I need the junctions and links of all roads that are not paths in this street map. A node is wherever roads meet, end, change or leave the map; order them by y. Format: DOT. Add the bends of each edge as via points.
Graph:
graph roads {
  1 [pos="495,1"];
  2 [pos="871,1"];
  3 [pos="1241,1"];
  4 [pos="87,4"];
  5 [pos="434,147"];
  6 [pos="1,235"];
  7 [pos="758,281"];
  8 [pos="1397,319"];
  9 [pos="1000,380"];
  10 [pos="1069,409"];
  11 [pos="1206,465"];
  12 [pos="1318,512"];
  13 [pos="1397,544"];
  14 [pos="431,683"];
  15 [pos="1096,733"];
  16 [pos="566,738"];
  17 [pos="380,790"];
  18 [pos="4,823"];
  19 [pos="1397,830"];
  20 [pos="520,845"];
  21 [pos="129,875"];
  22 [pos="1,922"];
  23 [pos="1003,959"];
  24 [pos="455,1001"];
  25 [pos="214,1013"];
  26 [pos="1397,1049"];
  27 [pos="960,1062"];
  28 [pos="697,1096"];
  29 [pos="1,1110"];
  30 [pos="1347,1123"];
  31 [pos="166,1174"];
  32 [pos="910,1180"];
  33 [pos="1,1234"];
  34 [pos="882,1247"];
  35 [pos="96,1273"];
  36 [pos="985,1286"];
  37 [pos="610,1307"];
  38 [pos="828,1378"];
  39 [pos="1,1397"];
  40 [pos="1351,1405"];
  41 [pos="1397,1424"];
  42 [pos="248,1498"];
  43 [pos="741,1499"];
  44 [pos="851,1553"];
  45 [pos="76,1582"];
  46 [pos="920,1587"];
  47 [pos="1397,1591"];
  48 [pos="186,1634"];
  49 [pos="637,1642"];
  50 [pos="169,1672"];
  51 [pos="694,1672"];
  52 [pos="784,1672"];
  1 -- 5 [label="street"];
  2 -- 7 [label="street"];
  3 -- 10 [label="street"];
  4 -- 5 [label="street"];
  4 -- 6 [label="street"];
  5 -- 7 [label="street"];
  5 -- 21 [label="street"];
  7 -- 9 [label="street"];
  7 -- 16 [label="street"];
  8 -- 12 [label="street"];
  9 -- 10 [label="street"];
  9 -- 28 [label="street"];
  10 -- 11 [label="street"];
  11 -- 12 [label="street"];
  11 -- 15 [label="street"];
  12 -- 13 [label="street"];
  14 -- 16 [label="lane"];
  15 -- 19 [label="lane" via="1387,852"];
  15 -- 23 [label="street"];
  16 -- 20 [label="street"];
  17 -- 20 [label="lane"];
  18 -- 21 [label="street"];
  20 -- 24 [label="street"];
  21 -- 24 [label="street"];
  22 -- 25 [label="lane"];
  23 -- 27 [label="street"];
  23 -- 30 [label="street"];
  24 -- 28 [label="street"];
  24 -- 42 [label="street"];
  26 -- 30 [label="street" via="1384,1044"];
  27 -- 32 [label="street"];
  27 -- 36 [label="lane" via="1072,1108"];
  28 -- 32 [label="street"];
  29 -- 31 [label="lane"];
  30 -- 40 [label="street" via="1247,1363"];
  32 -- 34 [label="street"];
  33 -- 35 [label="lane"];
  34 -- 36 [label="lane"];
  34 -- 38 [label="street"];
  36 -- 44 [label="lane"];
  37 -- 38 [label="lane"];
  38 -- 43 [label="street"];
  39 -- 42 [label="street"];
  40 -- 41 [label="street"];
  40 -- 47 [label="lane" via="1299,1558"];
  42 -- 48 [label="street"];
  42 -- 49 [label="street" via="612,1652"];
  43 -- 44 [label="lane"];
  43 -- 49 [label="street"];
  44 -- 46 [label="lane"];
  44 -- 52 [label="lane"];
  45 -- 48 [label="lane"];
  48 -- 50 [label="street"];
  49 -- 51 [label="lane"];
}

ACTIVITY
Go through the entries above and count the lines containing the string "roads". Give only that number.

RESULT OF THE TASK
2